The vibration feedback communicates the following events to the user: 1) the system has recognized UNI interaction, 2) the system has recognized BI-ASYNC or 3) the BI-SYNC interaction and 4) the system is in the idle state – the system has detected that an interaction has ended (object released) and is ready to detect another one. These events are coded using single or double vibration burst as depicted in Fig. 5. The lateral tactor represents the prosthesis and the medial the sound limb. Therefore, the double vibration burst of the lateral tactor indicates that the prosthesis movement has been recognized (UNI), whereas the double burst of the medial tactor indicates the movement of the sound limb in the context of BI-ASYNC. Finally, both tactors are activated with a double burst in order to indicate that BY-SYNC has been recognized or with a single burst to indicate that the system is ready to recognize the next motion (back to idle state).

Fig. 5
figure 5

Feedback coding scheme used to indicate the system’s current state. Depending on the state, the tactors can vibrate either once (× 1) or twice (× 2). UNI, BY-ASYNC and BI-SYNC denote that unilateral, bilateral asynchronous and bilateral synchronous movements were detected by the system, and that the corresponding automatic control specific to the detected class was activated

Experimental evaluation

The BPC was compared to the conventional, two-channel myocontrol (commercial SoA). Therefore, the myocontrol algorithm used for comparison to the BPC was identical to the one implemented within the BPC system. The experimental evaluation addressed four different interaction scenarios: unimanual interactions using the sound hand, unimanual interactions using the prosthesis and two variations of bimanual interactions (synchronous and asynchronous).

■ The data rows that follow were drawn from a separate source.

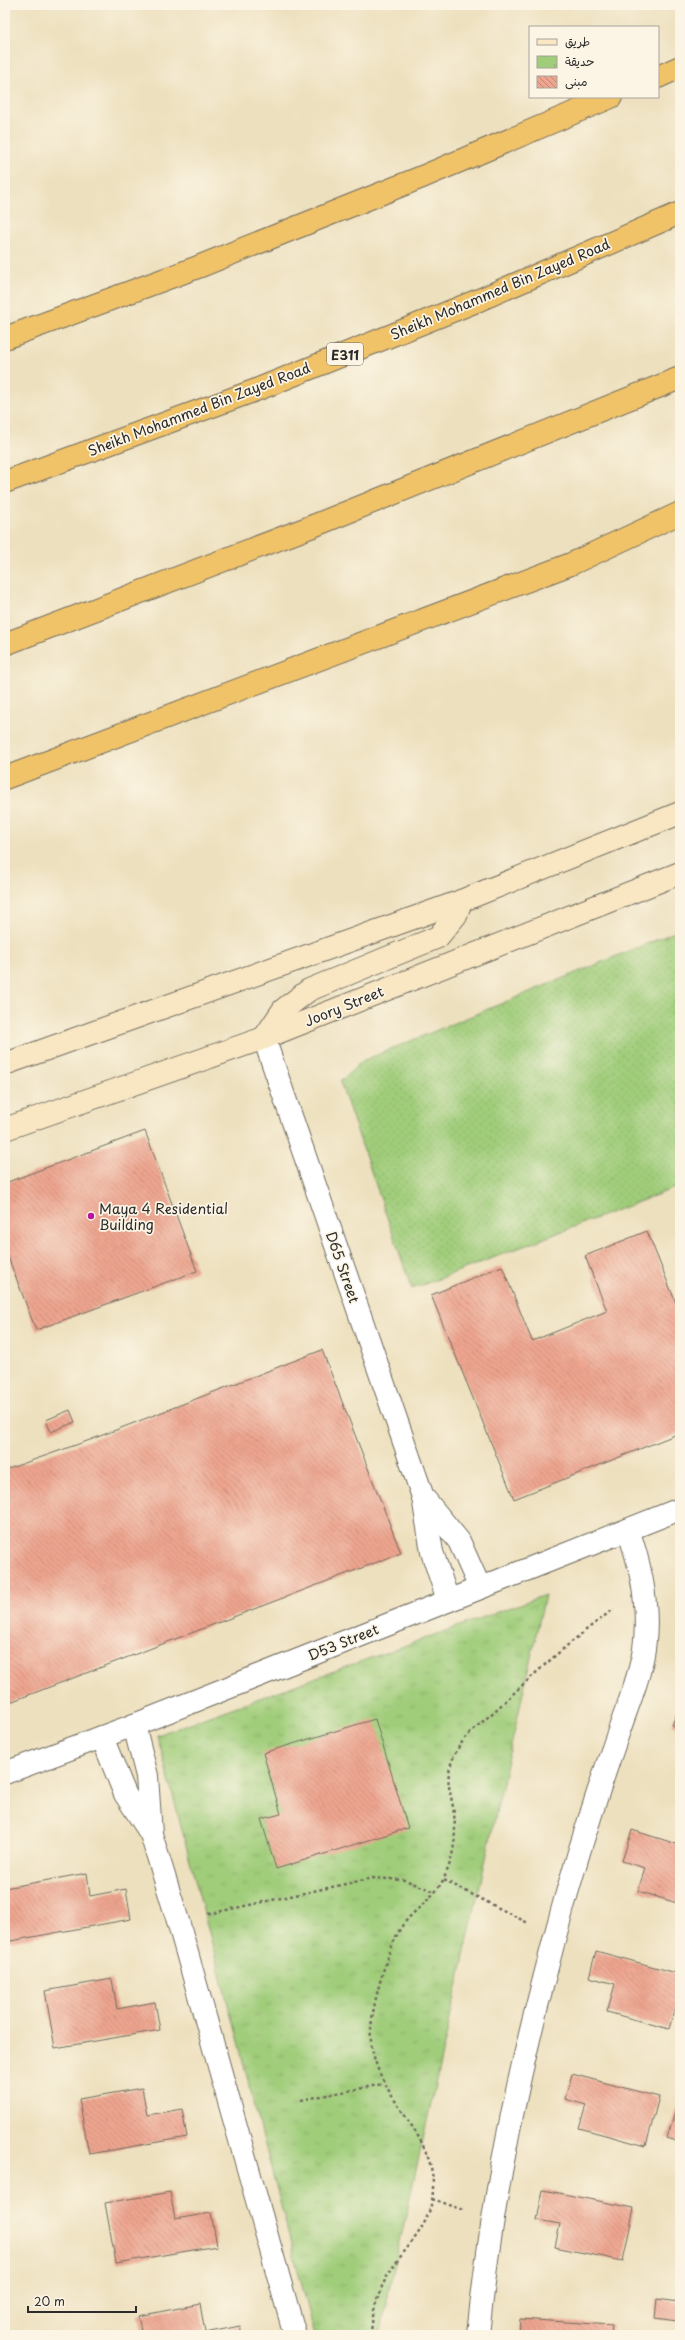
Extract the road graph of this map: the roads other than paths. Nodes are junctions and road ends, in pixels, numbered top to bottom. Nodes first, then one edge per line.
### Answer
1 (680, 67) edge
2 (659, 77) edge
3 (609, 98) edge
4 (680, 213) edge
5 (5, 338) edge
6 (680, 378) edge
7 (5, 482) edge
8 (680, 513) edge
9 (5, 644) edge
10 (5, 778) edge
11 (680, 814) edge
12 (680, 873) edge
13 (461, 901) junction
14 (264, 1038) junction
15 (5, 1064) edge
16 (5, 1129) edge
17 (423, 1497) junction
18 (680, 1509) edge
19 (628, 1530) junction
20 (480, 1588) junction
21 (448, 1600) junction
22 (134, 1725) junction
23 (102, 1737) junction
24 (5, 1773) edge
25 (151, 1834) junction
26 (295, 2335) edge
27 (478, 2335) edge

1 - 2 highway
3 - 5 highway
4 - 7 highway, Sheikh Mohammed Bin Zayed Road / E311
6 - 9 highway
8 - 10 highway
11 - 13 street
12 - 14 street, Joory Street
13 - 14 street
13 - 15 street
14 - 16 street, Joory Street
14 - 17 street, D65 Street
17 - 20 street, D65 Street
17 - 21 street, D65 Street
18 - 19 street, D53 Street
19 - 20 street, D53 Street
19 - 27 street
20 - 21 street, D53 Street
21 - 22 street, D53 Street
22 - 23 street, D53 Street
22 - 25 street
23 - 24 street, D53 Street
23 - 25 street
25 - 26 street

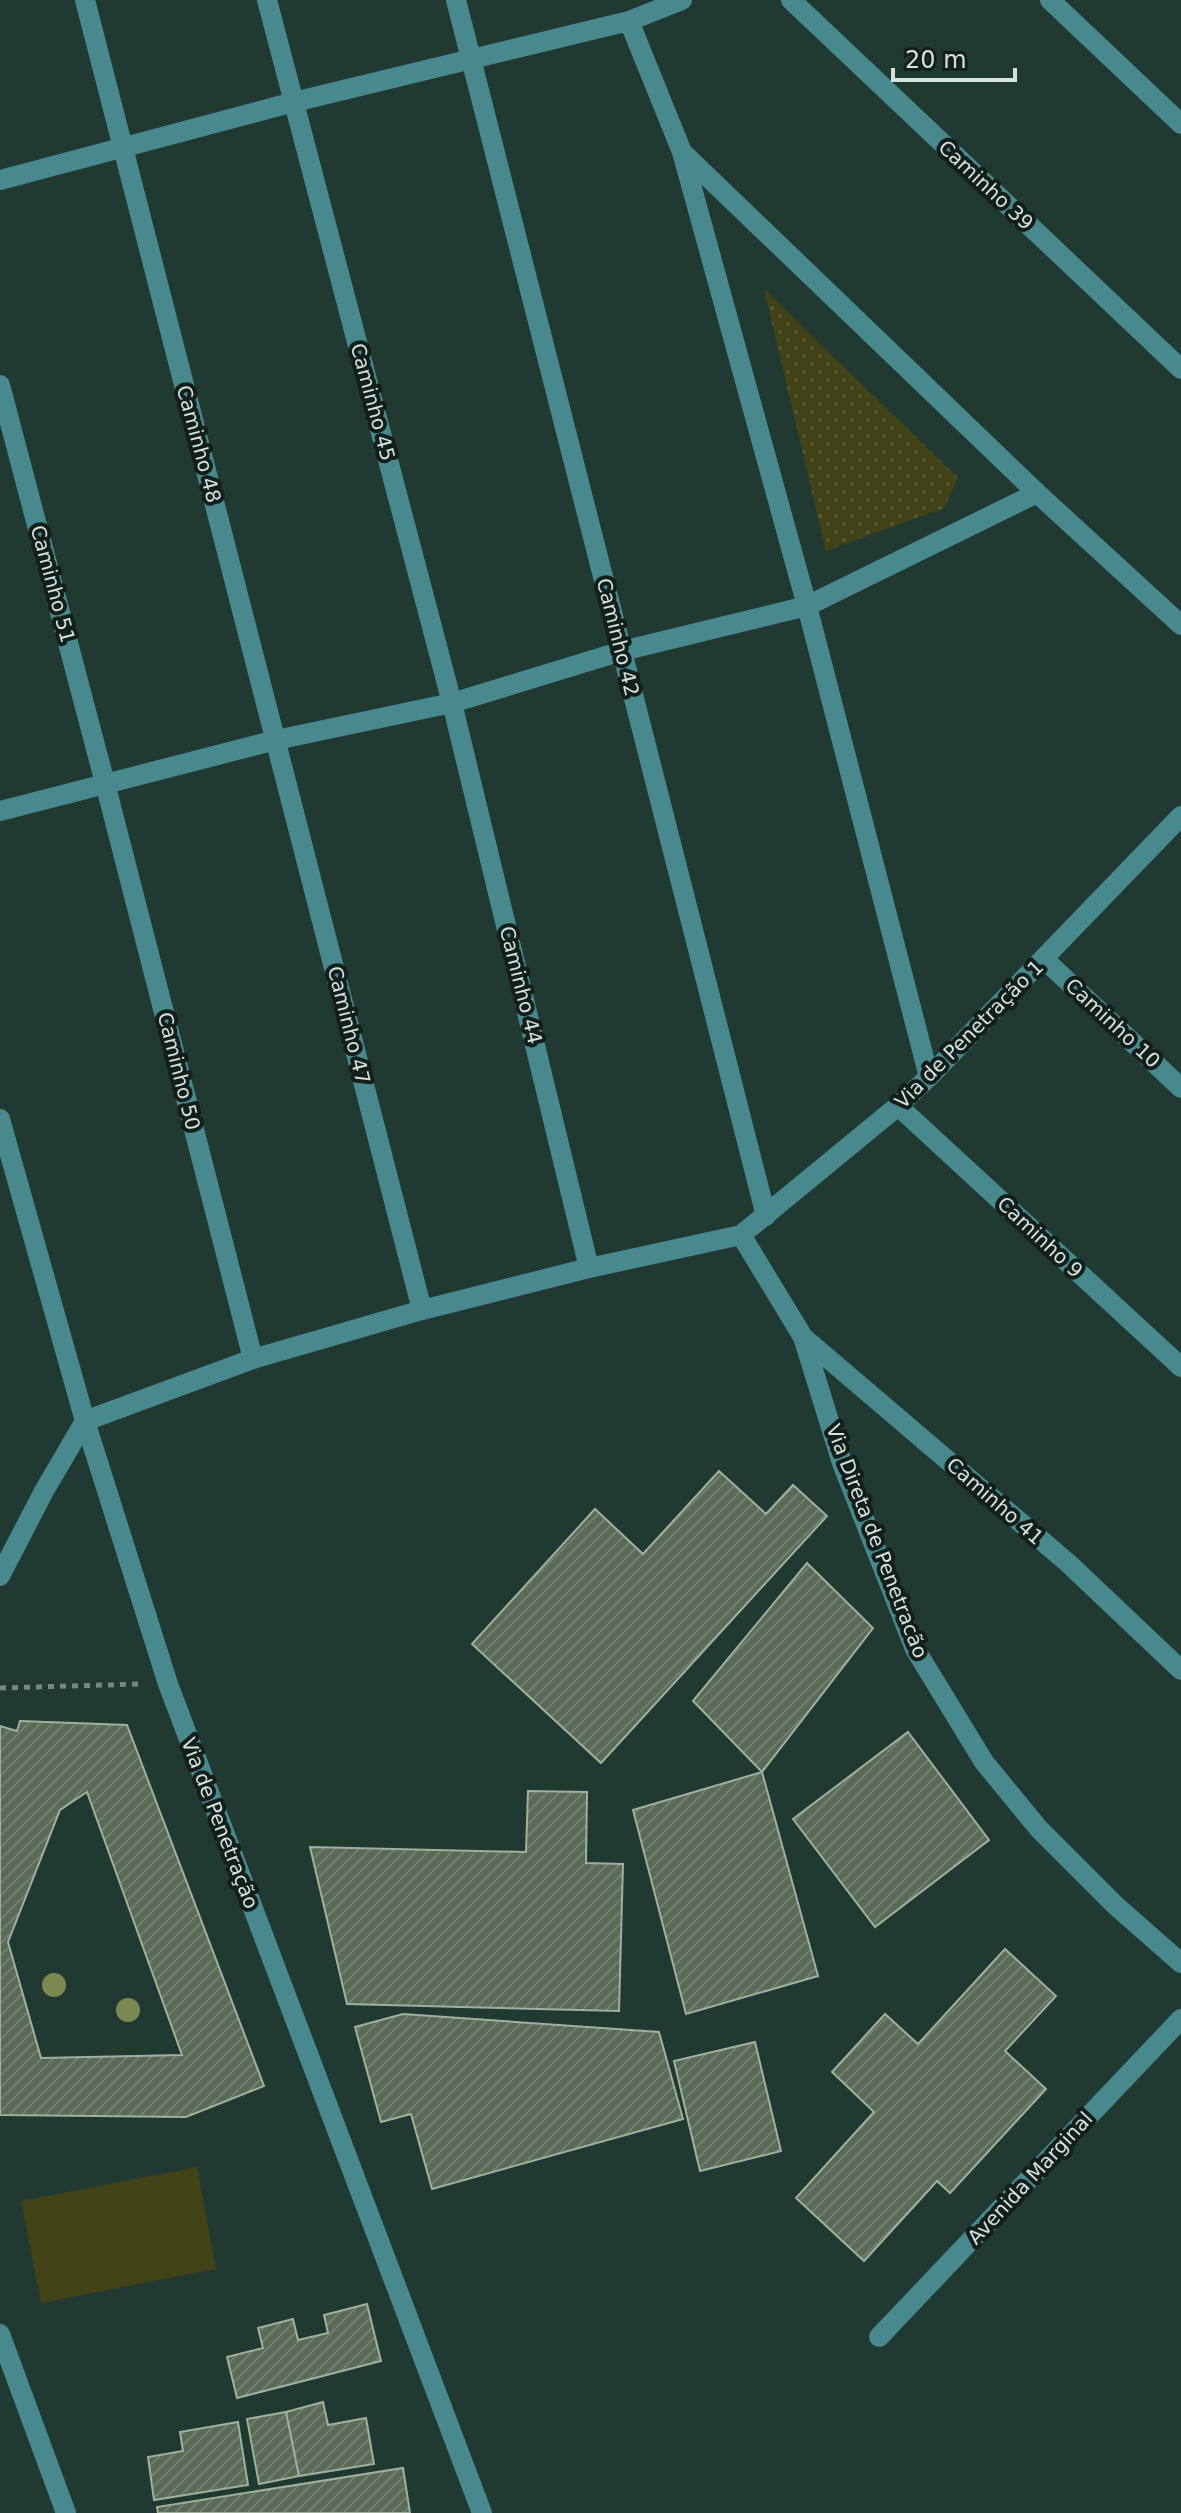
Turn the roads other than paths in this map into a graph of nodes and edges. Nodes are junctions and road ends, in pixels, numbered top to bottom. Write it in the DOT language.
graph roads {
  1 [pos="85,0"];
  2 [pos="267,0"];
  3 [pos="456,0"];
  4 [pos="678,0"];
  5 [pos="791,0"];
  6 [pos="1050,0"];
  7 [pos="629,21"];
  8 [pos="471,58"];
  9 [pos="294,102"];
  10 [pos="1181,124"];
  11 [pos="122,148"];
  12 [pos="682,152"];
  13 [pos="0,180"];
  14 [pos="1181,369"];
  15 [pos="0,385"];
  16 [pos="1037,493"];
  17 [pos="807,606"];
  18 [pos="1181,625"];
  19 [pos="622,651"];
  20 [pos="452,703"];
  21 [pos="276,740"];
  22 [pos="105,783"];
  23 [pos="0,811"];
  24 [pos="1181,816"];
  25 [pos="1044,959"];
  26 [pos="929,1077"];
  27 [pos="1181,1088"];
  28 [pos="898,1106"];
  29 [pos="0,1119"];
  30 [pos="766,1216"];
  31 [pos="741,1235"];
  32 [pos="589,1268"];
  33 [pos="422,1310"];
  34 [pos="803,1337"];
  35 [pos="253,1359"];
  36 [pos="1181,1367"];
  37 [pos="85,1421"];
  38 [pos="0,1576"];
  39 [pos="1181,1670"];
  40 [pos="1181,1963"];
  41 [pos="1181,2019"];
  42 [pos="0,2334"];
  43 [pos="879,2337"];
  44 [pos="66,2513"];
  45 [pos="482,2513"];
  1 -- 11 [label="street, Caminho 48"];
  2 -- 9 [label="street, Caminho 45"];
  3 -- 8 [label="street, Caminho 42"];
  4 -- 7 [label="street"];
  5 -- 14 [label="street, Caminho 39"];
  6 -- 10 [label="street"];
  7 -- 8 [label="street"];
  7 -- 12 [label="street"];
  8 -- 9 [label="street"];
  8 -- 19 [label="street, Caminho 42"];
  9 -- 11 [label="street"];
  9 -- 20 [label="street, Caminho 45"];
  11 -- 13 [label="street"];
  11 -- 21 [label="street, Caminho 48"];
  12 -- 16 [label="street"];
  12 -- 17 [label="street"];
  15 -- 22 [label="street, Caminho 51"];
  16 -- 17 [label="street"];
  16 -- 18 [label="street"];
  17 -- 19 [label="street"];
  17 -- 26 [label="street"];
  19 -- 20 [label="street"];
  19 -- 30 [label="street, Caminho 42"];
  20 -- 21 [label="street"];
  20 -- 32 [label="street, Caminho 44"];
  21 -- 22 [label="street"];
  21 -- 33 [label="street, Caminho 47"];
  22 -- 23 [label="street"];
  22 -- 35 [label="street, Caminho 50"];
  24 -- 25 [label="street, Via de Penetração 1"];
  25 -- 26 [label="street, Via de Penetração 1"];
  25 -- 27 [label="street, Caminho 10"];
  26 -- 28 [label="street, Via de Penetração 1"];
  28 -- 30 [label="street, Via de Penetração 1"];
  28 -- 36 [label="street, Caminho 9"];
  29 -- 37 [label="street, Via de Penetração"];
  30 -- 31 [label="street, Via de Penetração 1"];
  31 -- 32 [label="street"];
  31 -- 34 [label="street, Via Direta de Penetracão"];
  32 -- 33 [label="street"];
  33 -- 35 [label="street"];
  34 -- 39 [label="street, Caminho 41"];
  34 -- 40 [label="street, Via Direta de Penetracão"];
  35 -- 37 [label="street"];
  37 -- 38 [label="street"];
  37 -- 45 [label="street, Via de Penetração"];
  41 -- 43 [label="street, Avenida Marginal"];
  42 -- 44 [label="street"];
}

The study was approved by the Ethics committee of the University of Göttingen (approval number 22/04/2016). All experiments were conducted in accordance with the declaration of Helsinki, and all subjects signed a written informed consent prior to participation in the experiments. Eight able-bodied subjects were recruited for the study (age: 18–39; 3 females, 5 males). Two out of eight subjects were naïve to myoelectric prosthesis control. Each subject performed the experiment in two conditions: once using the SoA myoelectric control and once using the BPC.

Experimental task

The subject performed the experimental task standing in front of a tall closet with four equidistantly placed shelves (Fig. 6a). Subject’s distance to the shelves ranged from 60 cm to 90 cm depending on the subject height. He/she faced the vertical intersection between the upper two shelves. The shelves were adjusted according to the subject’s height so that the lower shelves were at his/her hip-level and the upper shelves were at the midpoint between his/her chest and shoulder-level.

Fig. 6
figure 6

Overview of the experimental task (a) and objects used in the experiment (b). The dimensions of objects are presented as height x width x depth

The overall task was to grasp and move objects, one by one, from one shelf to another. Four objects were used in the experiment (Fig. 6b): a box, a ball, a tray and a pipe. The upper shelves (annotated one and two) contained three numbered positions indicating the start and end position of each individual object (i.e., an object placed on position 1 to 3 should be moved to the same position on the opposite shelf).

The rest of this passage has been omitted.